> WHAT YOU HAVE TO DO
Set down a faithful copy of every record below, with no images.

> SOURCE INFORMATION
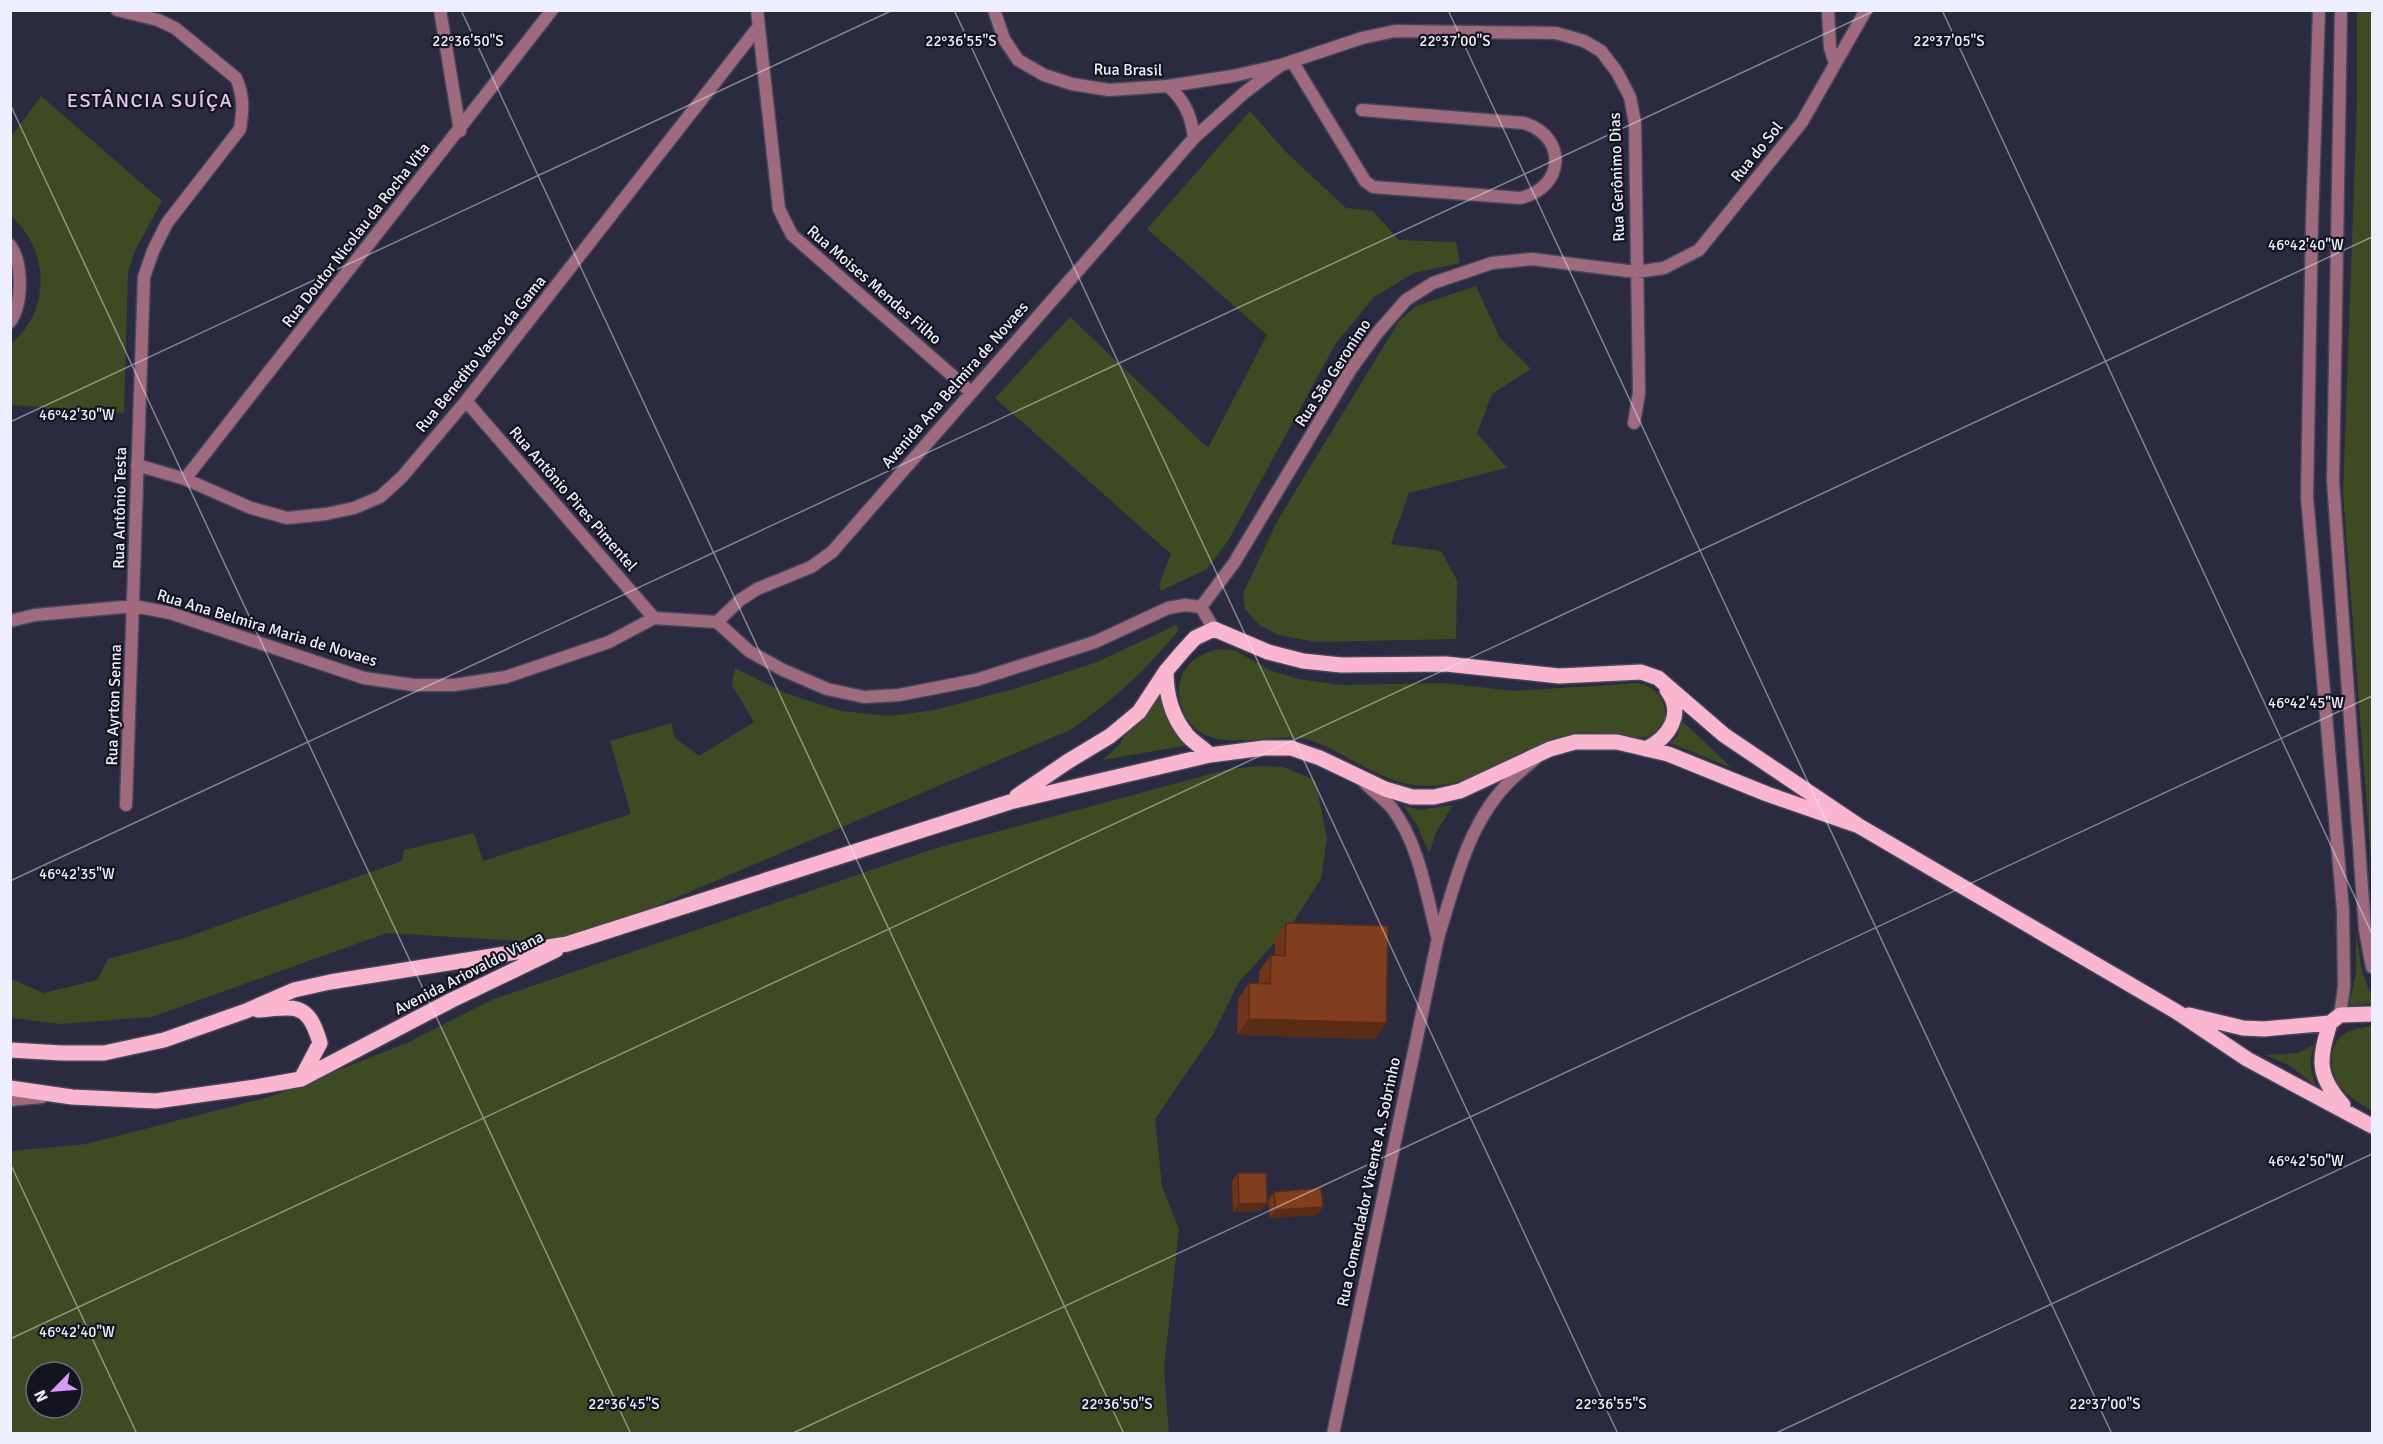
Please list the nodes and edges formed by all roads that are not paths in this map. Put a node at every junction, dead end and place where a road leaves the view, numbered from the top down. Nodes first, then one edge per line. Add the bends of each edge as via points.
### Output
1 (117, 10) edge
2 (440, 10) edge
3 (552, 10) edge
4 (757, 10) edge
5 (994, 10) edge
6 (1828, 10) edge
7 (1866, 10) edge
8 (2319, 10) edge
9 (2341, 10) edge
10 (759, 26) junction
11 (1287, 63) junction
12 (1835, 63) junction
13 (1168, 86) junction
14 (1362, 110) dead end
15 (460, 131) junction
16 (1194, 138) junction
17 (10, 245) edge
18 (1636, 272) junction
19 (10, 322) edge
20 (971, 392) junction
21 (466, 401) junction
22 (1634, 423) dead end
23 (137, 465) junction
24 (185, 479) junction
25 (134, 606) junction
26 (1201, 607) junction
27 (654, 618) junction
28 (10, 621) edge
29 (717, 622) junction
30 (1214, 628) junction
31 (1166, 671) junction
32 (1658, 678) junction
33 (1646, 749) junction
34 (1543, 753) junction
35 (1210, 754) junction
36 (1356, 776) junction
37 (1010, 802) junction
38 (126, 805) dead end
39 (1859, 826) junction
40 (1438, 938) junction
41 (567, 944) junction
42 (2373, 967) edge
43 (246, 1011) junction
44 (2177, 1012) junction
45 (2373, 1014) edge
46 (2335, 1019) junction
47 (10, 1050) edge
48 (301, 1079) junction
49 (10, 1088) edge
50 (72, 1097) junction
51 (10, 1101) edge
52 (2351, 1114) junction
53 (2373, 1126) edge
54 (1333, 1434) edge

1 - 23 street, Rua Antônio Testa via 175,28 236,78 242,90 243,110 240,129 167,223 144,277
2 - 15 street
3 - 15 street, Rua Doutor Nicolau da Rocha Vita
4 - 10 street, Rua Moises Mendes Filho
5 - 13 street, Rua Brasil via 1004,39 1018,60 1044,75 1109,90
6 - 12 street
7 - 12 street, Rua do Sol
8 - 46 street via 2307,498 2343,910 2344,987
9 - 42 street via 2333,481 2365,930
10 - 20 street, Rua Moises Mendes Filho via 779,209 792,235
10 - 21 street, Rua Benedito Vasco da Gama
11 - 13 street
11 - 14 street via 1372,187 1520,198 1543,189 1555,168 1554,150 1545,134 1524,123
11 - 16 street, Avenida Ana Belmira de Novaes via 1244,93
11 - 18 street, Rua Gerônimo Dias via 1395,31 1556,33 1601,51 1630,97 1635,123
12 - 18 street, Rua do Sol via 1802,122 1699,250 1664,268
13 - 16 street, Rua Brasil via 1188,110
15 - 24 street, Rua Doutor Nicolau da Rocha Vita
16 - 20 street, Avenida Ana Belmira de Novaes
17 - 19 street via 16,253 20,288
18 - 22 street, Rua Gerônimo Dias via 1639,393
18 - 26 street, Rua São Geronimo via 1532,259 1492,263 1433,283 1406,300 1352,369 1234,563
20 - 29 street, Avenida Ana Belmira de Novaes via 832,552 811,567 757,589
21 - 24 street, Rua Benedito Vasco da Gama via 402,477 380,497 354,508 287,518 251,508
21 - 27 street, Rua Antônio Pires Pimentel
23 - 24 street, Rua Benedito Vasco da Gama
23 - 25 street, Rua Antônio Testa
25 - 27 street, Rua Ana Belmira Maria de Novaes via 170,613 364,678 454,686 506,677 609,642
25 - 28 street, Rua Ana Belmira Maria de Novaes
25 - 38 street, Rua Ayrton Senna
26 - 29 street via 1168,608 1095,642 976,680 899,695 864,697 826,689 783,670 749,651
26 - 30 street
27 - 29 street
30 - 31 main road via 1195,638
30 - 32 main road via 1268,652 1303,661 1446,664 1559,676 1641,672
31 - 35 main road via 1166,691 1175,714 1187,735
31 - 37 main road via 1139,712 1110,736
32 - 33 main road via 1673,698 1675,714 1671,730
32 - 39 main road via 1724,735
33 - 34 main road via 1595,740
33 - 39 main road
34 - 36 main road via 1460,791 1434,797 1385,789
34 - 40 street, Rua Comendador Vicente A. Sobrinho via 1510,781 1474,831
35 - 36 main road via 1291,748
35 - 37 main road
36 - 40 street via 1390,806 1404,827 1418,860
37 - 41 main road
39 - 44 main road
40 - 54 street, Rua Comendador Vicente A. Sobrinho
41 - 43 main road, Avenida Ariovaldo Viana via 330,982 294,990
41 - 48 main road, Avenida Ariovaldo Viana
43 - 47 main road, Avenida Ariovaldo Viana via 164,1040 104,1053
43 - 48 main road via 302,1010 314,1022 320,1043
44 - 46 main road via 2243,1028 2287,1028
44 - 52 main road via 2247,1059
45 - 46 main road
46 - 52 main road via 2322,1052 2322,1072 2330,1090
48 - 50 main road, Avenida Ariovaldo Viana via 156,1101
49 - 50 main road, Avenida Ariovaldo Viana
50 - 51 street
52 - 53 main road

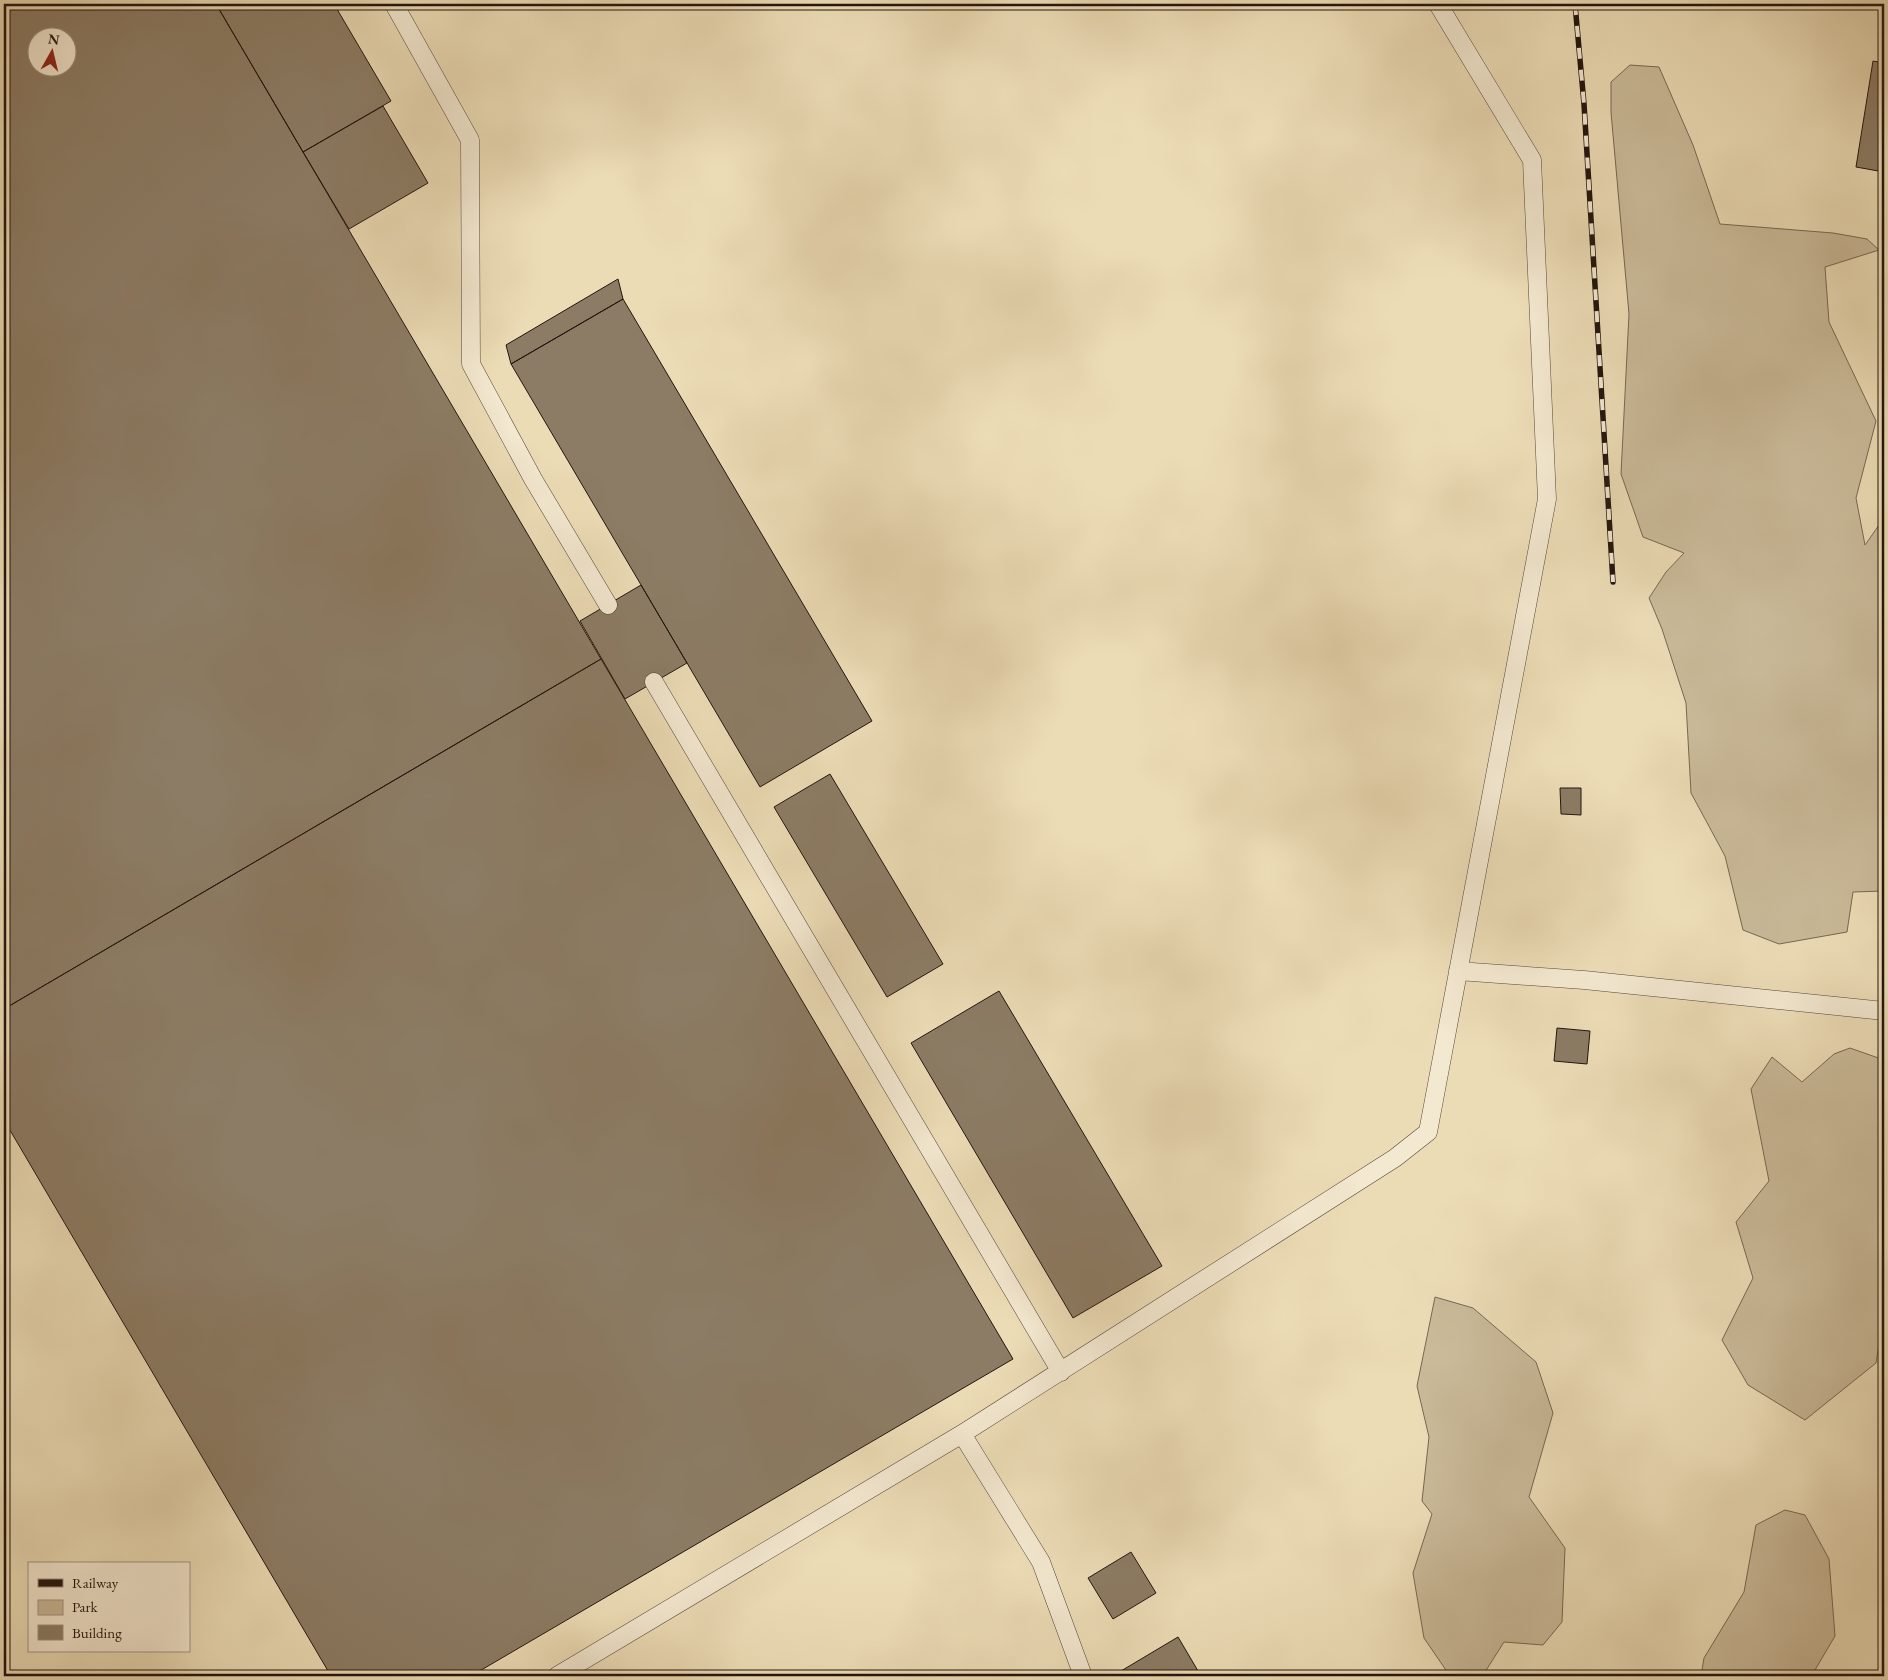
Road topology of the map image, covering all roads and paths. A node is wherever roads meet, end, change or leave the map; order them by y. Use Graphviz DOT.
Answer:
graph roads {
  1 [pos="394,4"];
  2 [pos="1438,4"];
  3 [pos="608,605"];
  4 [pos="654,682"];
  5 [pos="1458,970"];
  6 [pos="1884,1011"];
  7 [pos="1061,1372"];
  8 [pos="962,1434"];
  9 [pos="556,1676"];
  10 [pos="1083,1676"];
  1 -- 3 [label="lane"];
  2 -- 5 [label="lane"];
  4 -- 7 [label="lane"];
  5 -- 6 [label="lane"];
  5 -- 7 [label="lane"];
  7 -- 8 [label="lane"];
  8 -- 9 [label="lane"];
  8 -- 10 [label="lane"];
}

> PROBLEM SOLUTION
Please list the nodes and edges formed by all roads that are not paths in this map. Put a node at every junction, dead end and place where a road leaves the view, numbered from the top down. Nodes first, then one edge per line. Add the bends of each edge as via points.
### Output
1 (117, 10) edge
2 (440, 10) edge
3 (552, 10) edge
4 (757, 10) edge
5 (994, 10) edge
6 (1828, 10) edge
7 (1866, 10) edge
8 (2319, 10) edge
9 (2341, 10) edge
10 (759, 26) junction
11 (1287, 63) junction
12 (1835, 63) junction
13 (1168, 86) junction
14 (1362, 110) dead end
15 (460, 131) junction
16 (1194, 138) junction
17 (10, 245) edge
18 (1636, 272) junction
19 (10, 322) edge
20 (971, 392) junction
21 (466, 401) junction
22 (1634, 423) dead end
23 (137, 465) junction
24 (185, 479) junction
25 (134, 606) junction
26 (1201, 607) junction
27 (654, 618) junction
28 (10, 621) edge
29 (717, 622) junction
30 (1214, 628) junction
31 (1166, 671) junction
32 (1658, 678) junction
33 (1646, 749) junction
34 (1543, 753) junction
35 (1210, 754) junction
36 (1356, 776) junction
37 (1010, 802) junction
38 (126, 805) dead end
39 (1859, 826) junction
40 (1438, 938) junction
41 (567, 944) junction
42 (2373, 967) edge
43 (246, 1011) junction
44 (2177, 1012) junction
45 (2373, 1014) edge
46 (2335, 1019) junction
47 (10, 1050) edge
48 (301, 1079) junction
49 (10, 1088) edge
50 (72, 1097) junction
51 (10, 1101) edge
52 (2351, 1114) junction
53 (2373, 1126) edge
54 (1333, 1434) edge

1 - 23 street, Rua Antônio Testa via 175,28 236,78 242,90 243,110 240,129 167,223 144,277
2 - 15 street
3 - 15 street, Rua Doutor Nicolau da Rocha Vita
4 - 10 street, Rua Moises Mendes Filho
5 - 13 street, Rua Brasil via 1004,39 1018,60 1044,75 1109,90
6 - 12 street
7 - 12 street, Rua do Sol
8 - 46 street via 2307,498 2343,910 2344,987
9 - 42 street via 2333,481 2365,930
10 - 20 street, Rua Moises Mendes Filho via 779,209 792,235
10 - 21 street, Rua Benedito Vasco da Gama
11 - 13 street
11 - 14 street via 1372,187 1520,198 1543,189 1555,168 1554,150 1545,134 1524,123
11 - 16 street, Avenida Ana Belmira de Novaes via 1244,93
11 - 18 street, Rua Gerônimo Dias via 1395,31 1556,33 1601,51 1630,97 1635,123
12 - 18 street, Rua do Sol via 1802,122 1699,250 1664,268
13 - 16 street, Rua Brasil via 1188,110
15 - 24 street, Rua Doutor Nicolau da Rocha Vita
16 - 20 street, Avenida Ana Belmira de Novaes
17 - 19 street via 16,253 20,288
18 - 22 street, Rua Gerônimo Dias via 1639,393
18 - 26 street, Rua São Geronimo via 1532,259 1492,263 1433,283 1406,300 1352,369 1234,563
20 - 29 street, Avenida Ana Belmira de Novaes via 832,552 811,567 757,589
21 - 24 street, Rua Benedito Vasco da Gama via 402,477 380,497 354,508 287,518 251,508
21 - 27 street, Rua Antônio Pires Pimentel
23 - 24 street, Rua Benedito Vasco da Gama
23 - 25 street, Rua Antônio Testa
25 - 27 street, Rua Ana Belmira Maria de Novaes via 170,613 364,678 454,686 506,677 609,642
25 - 28 street, Rua Ana Belmira Maria de Novaes
25 - 38 street, Rua Ayrton Senna
26 - 29 street via 1168,608 1095,642 976,680 899,695 864,697 826,689 783,670 749,651
26 - 30 street
27 - 29 street
30 - 31 main road via 1195,638
30 - 32 main road via 1268,652 1303,661 1446,664 1559,676 1641,672
31 - 35 main road via 1166,691 1175,714 1187,735
31 - 37 main road via 1139,712 1110,736
32 - 33 main road via 1673,698 1675,714 1671,730
32 - 39 main road via 1724,735
33 - 34 main road via 1595,740
33 - 39 main road
34 - 36 main road via 1460,791 1434,797 1385,789
34 - 40 street, Rua Comendador Vicente A. Sobrinho via 1510,781 1474,831
35 - 36 main road via 1291,748
35 - 37 main road
36 - 40 street via 1390,806 1404,827 1418,860
37 - 41 main road
39 - 44 main road
40 - 54 street, Rua Comendador Vicente A. Sobrinho
41 - 43 main road, Avenida Ariovaldo Viana via 330,982 294,990
41 - 48 main road, Avenida Ariovaldo Viana
43 - 47 main road, Avenida Ariovaldo Viana via 164,1040 104,1053
43 - 48 main road via 302,1010 314,1022 320,1043
44 - 46 main road via 2243,1028 2287,1028
44 - 52 main road via 2247,1059
45 - 46 main road
46 - 52 main road via 2322,1052 2322,1072 2330,1090
48 - 50 main road, Avenida Ariovaldo Viana via 156,1101
49 - 50 main road, Avenida Ariovaldo Viana
50 - 51 street
52 - 53 main road

Road topology of the map image, covering all roads and paths. A node is wherever roads meet, end, change or leave the map; order them by y. Use Graphviz DOT.
Answer:
graph roads {
  1 [pos="394,4"];
  2 [pos="1438,4"];
  3 [pos="608,605"];
  4 [pos="654,682"];
  5 [pos="1458,970"];
  6 [pos="1884,1011"];
  7 [pos="1061,1372"];
  8 [pos="962,1434"];
  9 [pos="556,1676"];
  10 [pos="1083,1676"];
  1 -- 3 [label="lane"];
  2 -- 5 [label="lane"];
  4 -- 7 [label="lane"];
  5 -- 6 [label="lane"];
  5 -- 7 [label="lane"];
  7 -- 8 [label="lane"];
  8 -- 9 [label="lane"];
  8 -- 10 [label="lane"];
}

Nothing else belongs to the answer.